The purpose is to increase awareness of RWIs and how the aquatic professional can minimize the spread of Crypto, as well as other water-borne illnesses.
Maintaining chemical feed equipment and water chemistry parameters at optimal levels according to state and local government regulations is a continuous process. Poor pH control can compromise the activity of the chlorine sanitization processes. Poor sanitation and low chlorine levels create an atmosphere for contamination and incidents of waterborne illnesses such as e-Coli, Hepatitis A, Giardia and Crypto.

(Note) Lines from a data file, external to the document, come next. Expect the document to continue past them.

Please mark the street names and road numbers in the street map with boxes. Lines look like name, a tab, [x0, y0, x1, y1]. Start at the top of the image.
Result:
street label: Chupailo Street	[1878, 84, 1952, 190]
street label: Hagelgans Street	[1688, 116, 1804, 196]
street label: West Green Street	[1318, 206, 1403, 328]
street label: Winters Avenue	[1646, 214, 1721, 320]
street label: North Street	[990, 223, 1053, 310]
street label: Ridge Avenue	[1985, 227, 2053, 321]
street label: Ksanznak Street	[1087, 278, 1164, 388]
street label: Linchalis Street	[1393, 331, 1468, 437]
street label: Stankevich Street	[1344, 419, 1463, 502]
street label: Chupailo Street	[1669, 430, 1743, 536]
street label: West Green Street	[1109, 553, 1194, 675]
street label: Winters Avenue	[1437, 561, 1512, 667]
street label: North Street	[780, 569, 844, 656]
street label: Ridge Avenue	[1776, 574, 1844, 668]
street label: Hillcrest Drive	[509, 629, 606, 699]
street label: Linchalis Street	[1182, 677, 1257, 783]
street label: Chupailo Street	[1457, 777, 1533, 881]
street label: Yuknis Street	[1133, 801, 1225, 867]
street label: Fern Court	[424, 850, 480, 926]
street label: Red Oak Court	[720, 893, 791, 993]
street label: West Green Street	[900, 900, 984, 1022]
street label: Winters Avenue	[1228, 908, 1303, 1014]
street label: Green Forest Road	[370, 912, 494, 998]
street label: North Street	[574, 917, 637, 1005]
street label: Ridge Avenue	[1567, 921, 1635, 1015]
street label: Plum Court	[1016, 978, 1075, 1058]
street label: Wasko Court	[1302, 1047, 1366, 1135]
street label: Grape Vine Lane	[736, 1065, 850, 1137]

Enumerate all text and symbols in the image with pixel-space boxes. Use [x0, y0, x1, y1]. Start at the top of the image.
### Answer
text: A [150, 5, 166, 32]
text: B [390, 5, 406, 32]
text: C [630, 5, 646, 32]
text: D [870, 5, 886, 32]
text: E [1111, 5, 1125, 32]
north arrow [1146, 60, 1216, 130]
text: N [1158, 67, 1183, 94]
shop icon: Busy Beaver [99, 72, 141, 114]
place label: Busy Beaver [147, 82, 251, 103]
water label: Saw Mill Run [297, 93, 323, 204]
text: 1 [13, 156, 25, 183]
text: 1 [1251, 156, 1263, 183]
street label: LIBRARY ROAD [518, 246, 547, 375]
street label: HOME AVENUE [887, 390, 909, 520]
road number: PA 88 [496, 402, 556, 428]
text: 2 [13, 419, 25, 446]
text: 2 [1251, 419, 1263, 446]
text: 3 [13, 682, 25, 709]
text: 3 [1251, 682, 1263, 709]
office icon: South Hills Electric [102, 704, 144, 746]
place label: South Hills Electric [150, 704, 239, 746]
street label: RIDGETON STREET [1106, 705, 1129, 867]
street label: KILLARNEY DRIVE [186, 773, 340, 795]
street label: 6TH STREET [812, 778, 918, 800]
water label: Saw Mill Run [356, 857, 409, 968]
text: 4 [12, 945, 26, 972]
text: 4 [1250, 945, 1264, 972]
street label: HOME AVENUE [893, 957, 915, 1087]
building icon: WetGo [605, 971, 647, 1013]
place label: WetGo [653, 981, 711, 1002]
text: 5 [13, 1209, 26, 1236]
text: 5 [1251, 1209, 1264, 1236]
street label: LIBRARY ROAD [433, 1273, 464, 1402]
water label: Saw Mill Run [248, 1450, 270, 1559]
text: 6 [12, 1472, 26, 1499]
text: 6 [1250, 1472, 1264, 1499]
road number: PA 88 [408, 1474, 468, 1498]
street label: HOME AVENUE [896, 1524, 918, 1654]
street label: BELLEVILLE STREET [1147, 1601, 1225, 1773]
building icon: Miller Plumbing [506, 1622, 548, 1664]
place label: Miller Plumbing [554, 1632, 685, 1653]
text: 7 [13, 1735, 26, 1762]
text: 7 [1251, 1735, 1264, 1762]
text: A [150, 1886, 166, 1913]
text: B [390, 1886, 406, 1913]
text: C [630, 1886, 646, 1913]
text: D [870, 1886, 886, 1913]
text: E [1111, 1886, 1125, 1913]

As aquatic facilities age, the chemical feed equipment loses effectiveness if it is not monitored or maintained; the renovation processes must include an updating of the chemical feed equipment. While under renovation, the existing filtration system and heating systems should be analyzed to ensure optimal water clarity and efficient heating levels.
Up To Speed
Renowned CDC expert, Dr. Michael J. Beach, has stressed in numerous articles that the prevention of RWIs requires involvement of the general public; technological, operational and educational improvements; and improved outbreak investigations.
The public can be made aware of the situation through posting of rules and regulations at all public facilities as well as informing it of the potential harm of RWIs. Aligned with this are the available educational opportunities that every aquatic operator should incorporate into the risk management program.
“A risk management program should be focused on the technological and operational methods of improving water quality,” says Dr. Beach.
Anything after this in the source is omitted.